Repeat each entry as written, dropping any picture you find.

MATERIAL SHOWN:
-------

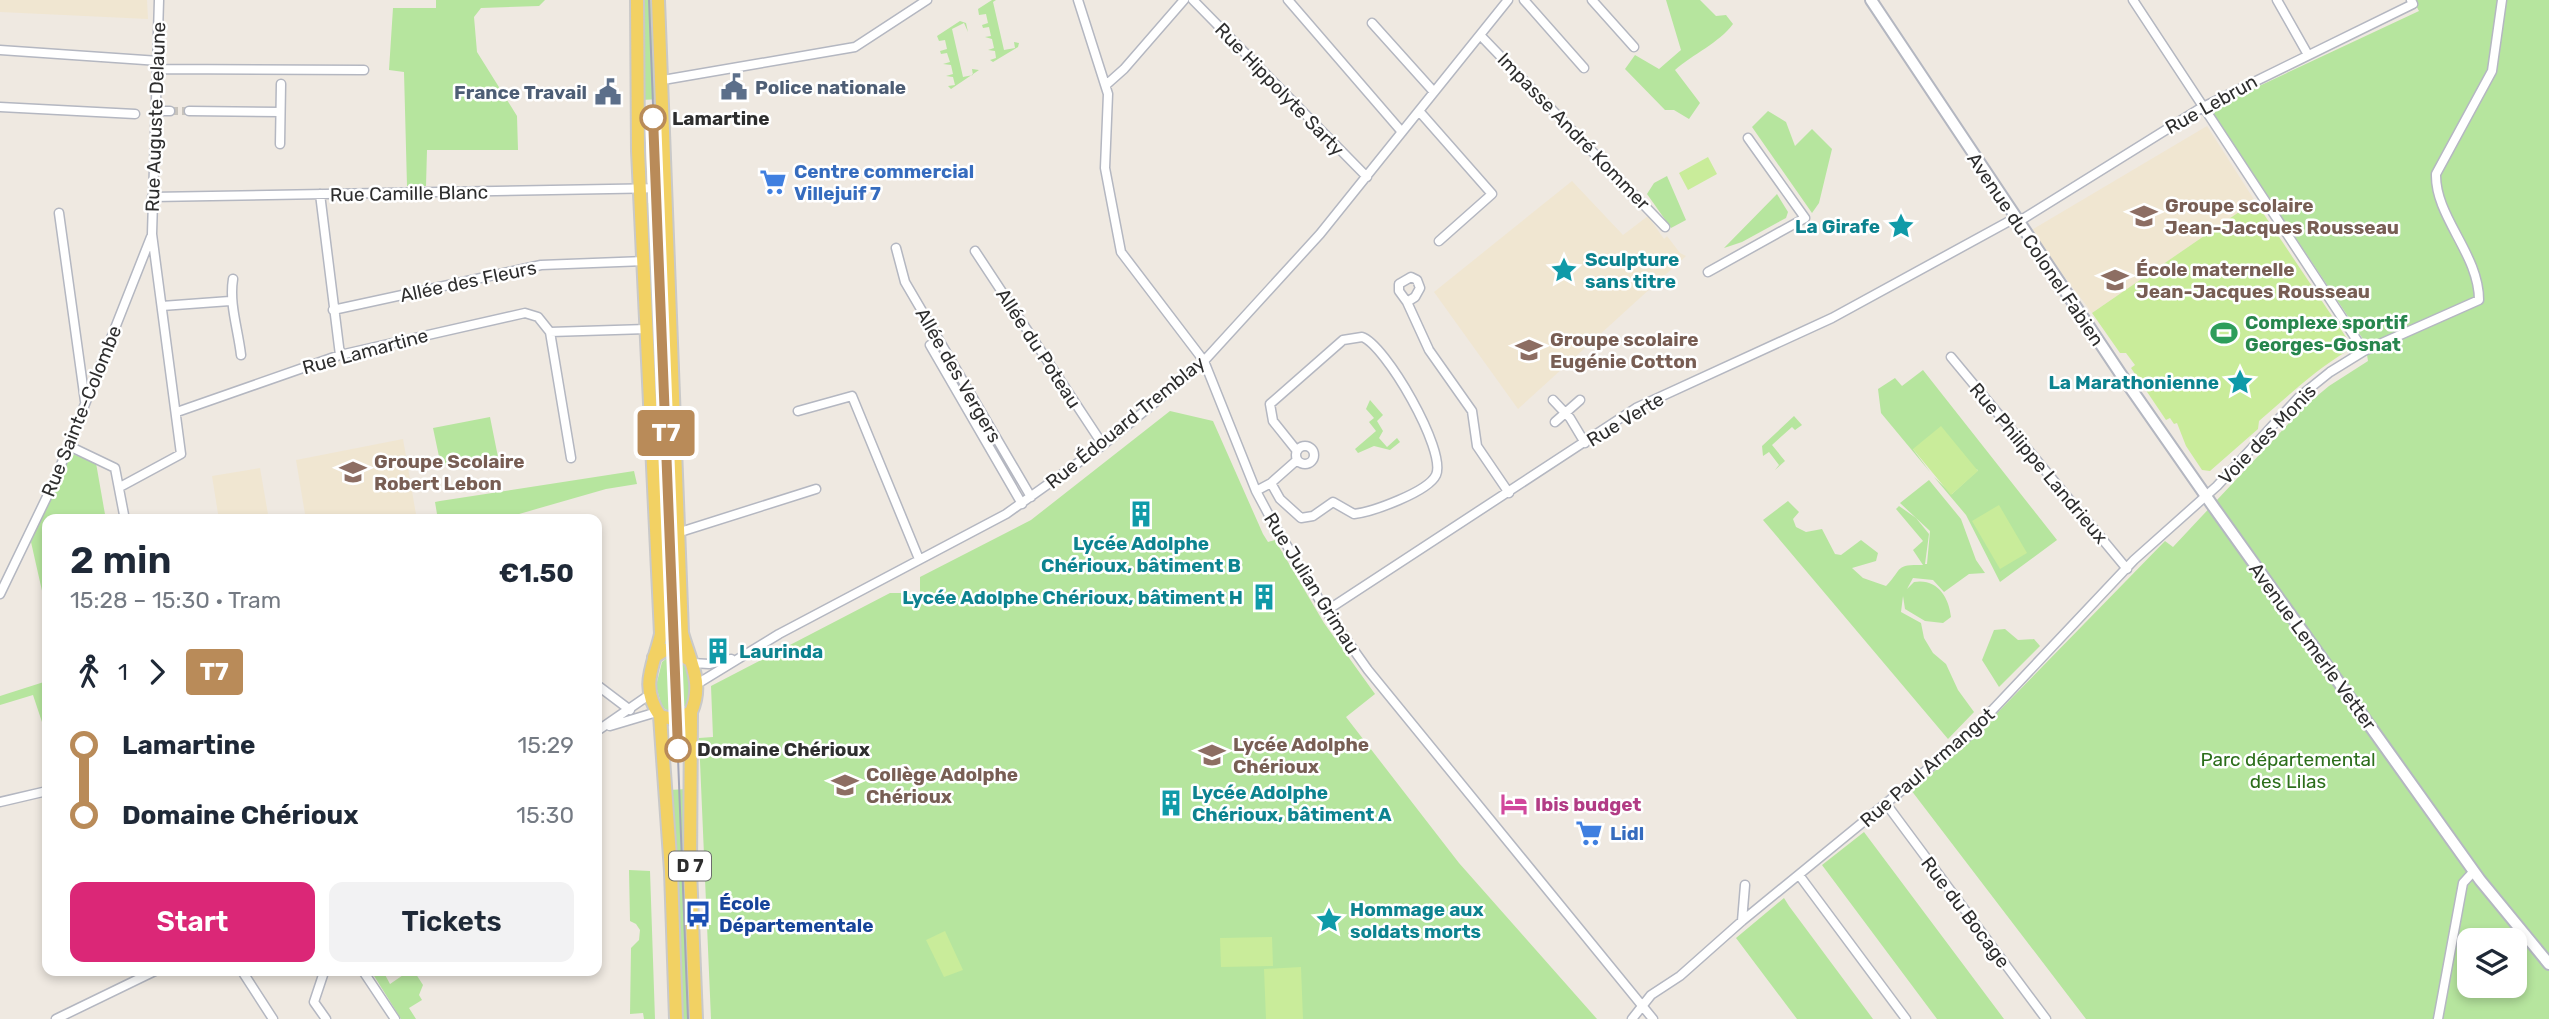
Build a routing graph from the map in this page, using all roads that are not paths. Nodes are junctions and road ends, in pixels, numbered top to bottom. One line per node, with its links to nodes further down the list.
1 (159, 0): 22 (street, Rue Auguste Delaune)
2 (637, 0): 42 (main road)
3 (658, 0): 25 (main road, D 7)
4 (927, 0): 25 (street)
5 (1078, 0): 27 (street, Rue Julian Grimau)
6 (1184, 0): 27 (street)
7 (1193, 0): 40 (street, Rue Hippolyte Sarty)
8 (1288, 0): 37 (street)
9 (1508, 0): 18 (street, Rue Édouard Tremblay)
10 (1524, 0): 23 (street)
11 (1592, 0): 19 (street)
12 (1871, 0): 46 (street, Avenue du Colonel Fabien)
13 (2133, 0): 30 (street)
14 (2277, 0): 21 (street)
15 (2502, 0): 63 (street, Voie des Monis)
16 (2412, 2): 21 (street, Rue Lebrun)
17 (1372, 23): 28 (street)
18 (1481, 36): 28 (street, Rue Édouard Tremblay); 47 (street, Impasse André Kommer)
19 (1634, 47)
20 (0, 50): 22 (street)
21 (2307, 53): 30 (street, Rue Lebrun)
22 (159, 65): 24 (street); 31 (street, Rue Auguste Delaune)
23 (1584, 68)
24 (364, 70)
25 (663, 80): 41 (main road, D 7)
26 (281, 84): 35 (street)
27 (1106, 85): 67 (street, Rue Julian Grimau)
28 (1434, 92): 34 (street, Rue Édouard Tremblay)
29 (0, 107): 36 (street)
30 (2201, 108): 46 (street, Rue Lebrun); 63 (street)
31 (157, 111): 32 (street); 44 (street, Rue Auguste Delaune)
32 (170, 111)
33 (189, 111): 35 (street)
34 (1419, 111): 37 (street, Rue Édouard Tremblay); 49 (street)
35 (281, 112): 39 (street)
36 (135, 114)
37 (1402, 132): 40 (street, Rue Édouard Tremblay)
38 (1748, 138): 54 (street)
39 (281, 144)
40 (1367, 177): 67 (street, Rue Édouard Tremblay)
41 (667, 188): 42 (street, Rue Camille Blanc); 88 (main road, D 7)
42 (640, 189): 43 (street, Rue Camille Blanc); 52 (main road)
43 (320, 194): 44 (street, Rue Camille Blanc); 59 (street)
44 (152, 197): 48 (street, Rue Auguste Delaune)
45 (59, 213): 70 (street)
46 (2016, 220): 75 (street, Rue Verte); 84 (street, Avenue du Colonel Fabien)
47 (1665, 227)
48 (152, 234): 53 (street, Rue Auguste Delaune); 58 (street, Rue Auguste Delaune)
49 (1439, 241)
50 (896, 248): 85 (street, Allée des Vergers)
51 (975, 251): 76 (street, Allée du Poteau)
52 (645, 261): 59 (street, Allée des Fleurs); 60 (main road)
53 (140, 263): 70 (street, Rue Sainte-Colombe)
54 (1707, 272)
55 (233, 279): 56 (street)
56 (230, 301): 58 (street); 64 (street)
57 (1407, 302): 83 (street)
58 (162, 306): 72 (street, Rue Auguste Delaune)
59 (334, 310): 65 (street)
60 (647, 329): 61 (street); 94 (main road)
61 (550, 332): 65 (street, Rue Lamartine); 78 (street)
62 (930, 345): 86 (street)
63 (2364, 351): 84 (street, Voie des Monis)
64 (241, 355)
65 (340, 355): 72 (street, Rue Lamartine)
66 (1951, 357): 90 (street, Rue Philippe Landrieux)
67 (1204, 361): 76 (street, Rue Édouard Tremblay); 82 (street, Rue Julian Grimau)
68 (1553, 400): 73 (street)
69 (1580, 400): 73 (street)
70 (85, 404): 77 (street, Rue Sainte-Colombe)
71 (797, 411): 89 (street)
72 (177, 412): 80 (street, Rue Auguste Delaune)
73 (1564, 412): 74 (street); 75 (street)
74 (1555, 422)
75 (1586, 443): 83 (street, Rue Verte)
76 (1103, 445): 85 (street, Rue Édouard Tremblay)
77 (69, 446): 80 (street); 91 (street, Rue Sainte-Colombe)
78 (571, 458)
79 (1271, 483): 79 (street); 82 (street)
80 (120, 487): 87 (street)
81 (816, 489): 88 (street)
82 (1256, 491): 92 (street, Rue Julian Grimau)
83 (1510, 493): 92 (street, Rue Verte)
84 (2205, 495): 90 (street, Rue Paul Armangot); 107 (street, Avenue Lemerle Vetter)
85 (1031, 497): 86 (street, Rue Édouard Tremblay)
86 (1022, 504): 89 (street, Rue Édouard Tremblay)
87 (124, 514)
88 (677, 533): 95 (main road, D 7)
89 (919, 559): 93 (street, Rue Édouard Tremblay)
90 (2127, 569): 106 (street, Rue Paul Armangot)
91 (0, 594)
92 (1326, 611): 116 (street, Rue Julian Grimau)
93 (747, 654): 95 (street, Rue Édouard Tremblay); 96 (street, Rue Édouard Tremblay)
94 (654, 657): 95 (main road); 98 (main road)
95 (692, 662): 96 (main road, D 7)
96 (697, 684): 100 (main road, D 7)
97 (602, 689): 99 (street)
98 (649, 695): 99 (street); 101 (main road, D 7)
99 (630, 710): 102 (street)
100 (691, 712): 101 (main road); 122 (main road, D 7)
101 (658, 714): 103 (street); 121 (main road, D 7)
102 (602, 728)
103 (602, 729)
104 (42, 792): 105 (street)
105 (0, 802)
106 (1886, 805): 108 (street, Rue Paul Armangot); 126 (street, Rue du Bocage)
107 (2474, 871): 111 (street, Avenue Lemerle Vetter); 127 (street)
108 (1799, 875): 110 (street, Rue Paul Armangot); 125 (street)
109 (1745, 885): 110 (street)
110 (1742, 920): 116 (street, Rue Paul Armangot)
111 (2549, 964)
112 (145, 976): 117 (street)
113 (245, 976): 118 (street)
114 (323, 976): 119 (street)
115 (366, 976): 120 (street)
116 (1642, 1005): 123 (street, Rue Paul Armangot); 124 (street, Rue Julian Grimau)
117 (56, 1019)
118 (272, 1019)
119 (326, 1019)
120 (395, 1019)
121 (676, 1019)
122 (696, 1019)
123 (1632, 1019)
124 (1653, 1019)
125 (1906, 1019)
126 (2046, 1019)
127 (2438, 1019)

-------

SOLUTION BELOW:
Build a routing graph from the map in this page, using all roads that are not paths. Nodes are junctions and road ends, in pixels, numbered top to bottom. One line per node, with its links to nodes further down the list.
1 (159, 0): 22 (street, Rue Auguste Delaune)
2 (637, 0): 42 (main road)
3 (658, 0): 25 (main road, D 7)
4 (927, 0): 25 (street)
5 (1078, 0): 27 (street, Rue Julian Grimau)
6 (1184, 0): 27 (street)
7 (1193, 0): 40 (street, Rue Hippolyte Sarty)
8 (1288, 0): 37 (street)
9 (1508, 0): 18 (street, Rue Édouard Tremblay)
10 (1524, 0): 23 (street)
11 (1592, 0): 19 (street)
12 (1871, 0): 46 (street, Avenue du Colonel Fabien)
13 (2133, 0): 30 (street)
14 (2277, 0): 21 (street)
15 (2502, 0): 63 (street, Voie des Monis)
16 (2412, 2): 21 (street, Rue Lebrun)
17 (1372, 23): 28 (street)
18 (1481, 36): 28 (street, Rue Édouard Tremblay); 47 (street, Impasse André Kommer)
19 (1634, 47)
20 (0, 50): 22 (street)
21 (2307, 53): 30 (street, Rue Lebrun)
22 (159, 65): 24 (street); 31 (street, Rue Auguste Delaune)
23 (1584, 68)
24 (364, 70)
25 (663, 80): 41 (main road, D 7)
26 (281, 84): 35 (street)
27 (1106, 85): 67 (street, Rue Julian Grimau)
28 (1434, 92): 34 (street, Rue Édouard Tremblay)
29 (0, 107): 36 (street)
30 (2201, 108): 46 (street, Rue Lebrun); 63 (street)
31 (157, 111): 32 (street); 44 (street, Rue Auguste Delaune)
32 (170, 111)
33 (189, 111): 35 (street)
34 (1419, 111): 37 (street, Rue Édouard Tremblay); 49 (street)
35 (281, 112): 39 (street)
36 (135, 114)
37 (1402, 132): 40 (street, Rue Édouard Tremblay)
38 (1748, 138): 54 (street)
39 (281, 144)
40 (1367, 177): 67 (street, Rue Édouard Tremblay)
41 (667, 188): 42 (street, Rue Camille Blanc); 88 (main road, D 7)
42 (640, 189): 43 (street, Rue Camille Blanc); 52 (main road)
43 (320, 194): 44 (street, Rue Camille Blanc); 59 (street)
44 (152, 197): 48 (street, Rue Auguste Delaune)
45 (59, 213): 70 (street)
46 (2016, 220): 75 (street, Rue Verte); 84 (street, Avenue du Colonel Fabien)
47 (1665, 227)
48 (152, 234): 53 (street, Rue Auguste Delaune); 58 (street, Rue Auguste Delaune)
49 (1439, 241)
50 (896, 248): 85 (street, Allée des Vergers)
51 (975, 251): 76 (street, Allée du Poteau)
52 (645, 261): 59 (street, Allée des Fleurs); 60 (main road)
53 (140, 263): 70 (street, Rue Sainte-Colombe)
54 (1707, 272)
55 (233, 279): 56 (street)
56 (230, 301): 58 (street); 64 (street)
57 (1407, 302): 83 (street)
58 (162, 306): 72 (street, Rue Auguste Delaune)
59 (334, 310): 65 (street)
60 (647, 329): 61 (street); 94 (main road)
61 (550, 332): 65 (street, Rue Lamartine); 78 (street)
62 (930, 345): 86 (street)
63 (2364, 351): 84 (street, Voie des Monis)
64 (241, 355)
65 (340, 355): 72 (street, Rue Lamartine)
66 (1951, 357): 90 (street, Rue Philippe Landrieux)
67 (1204, 361): 76 (street, Rue Édouard Tremblay); 82 (street, Rue Julian Grimau)
68 (1553, 400): 73 (street)
69 (1580, 400): 73 (street)
70 (85, 404): 77 (street, Rue Sainte-Colombe)
71 (797, 411): 89 (street)
72 (177, 412): 80 (street, Rue Auguste Delaune)
73 (1564, 412): 74 (street); 75 (street)
74 (1555, 422)
75 (1586, 443): 83 (street, Rue Verte)
76 (1103, 445): 85 (street, Rue Édouard Tremblay)
77 (69, 446): 80 (street); 91 (street, Rue Sainte-Colombe)
78 (571, 458)
79 (1271, 483): 79 (street); 82 (street)
80 (120, 487): 87 (street)
81 (816, 489): 88 (street)
82 (1256, 491): 92 (street, Rue Julian Grimau)
83 (1510, 493): 92 (street, Rue Verte)
84 (2205, 495): 90 (street, Rue Paul Armangot); 107 (street, Avenue Lemerle Vetter)
85 (1031, 497): 86 (street, Rue Édouard Tremblay)
86 (1022, 504): 89 (street, Rue Édouard Tremblay)
87 (124, 514)
88 (677, 533): 95 (main road, D 7)
89 (919, 559): 93 (street, Rue Édouard Tremblay)
90 (2127, 569): 106 (street, Rue Paul Armangot)
91 (0, 594)
92 (1326, 611): 116 (street, Rue Julian Grimau)
93 (747, 654): 95 (street, Rue Édouard Tremblay); 96 (street, Rue Édouard Tremblay)
94 (654, 657): 95 (main road); 98 (main road)
95 (692, 662): 96 (main road, D 7)
96 (697, 684): 100 (main road, D 7)
97 (602, 689): 99 (street)
98 (649, 695): 99 (street); 101 (main road, D 7)
99 (630, 710): 102 (street)
100 (691, 712): 101 (main road); 122 (main road, D 7)
101 (658, 714): 103 (street); 121 (main road, D 7)
102 (602, 728)
103 (602, 729)
104 (42, 792): 105 (street)
105 (0, 802)
106 (1886, 805): 108 (street, Rue Paul Armangot); 126 (street, Rue du Bocage)
107 (2474, 871): 111 (street, Avenue Lemerle Vetter); 127 (street)
108 (1799, 875): 110 (street, Rue Paul Armangot); 125 (street)
109 (1745, 885): 110 (street)
110 (1742, 920): 116 (street, Rue Paul Armangot)
111 (2549, 964)
112 (145, 976): 117 (street)
113 (245, 976): 118 (street)
114 (323, 976): 119 (street)
115 (366, 976): 120 (street)
116 (1642, 1005): 123 (street, Rue Paul Armangot); 124 (street, Rue Julian Grimau)
117 (56, 1019)
118 (272, 1019)
119 (326, 1019)
120 (395, 1019)
121 (676, 1019)
122 (696, 1019)
123 (1632, 1019)
124 (1653, 1019)
125 (1906, 1019)
126 (2046, 1019)
127 (2438, 1019)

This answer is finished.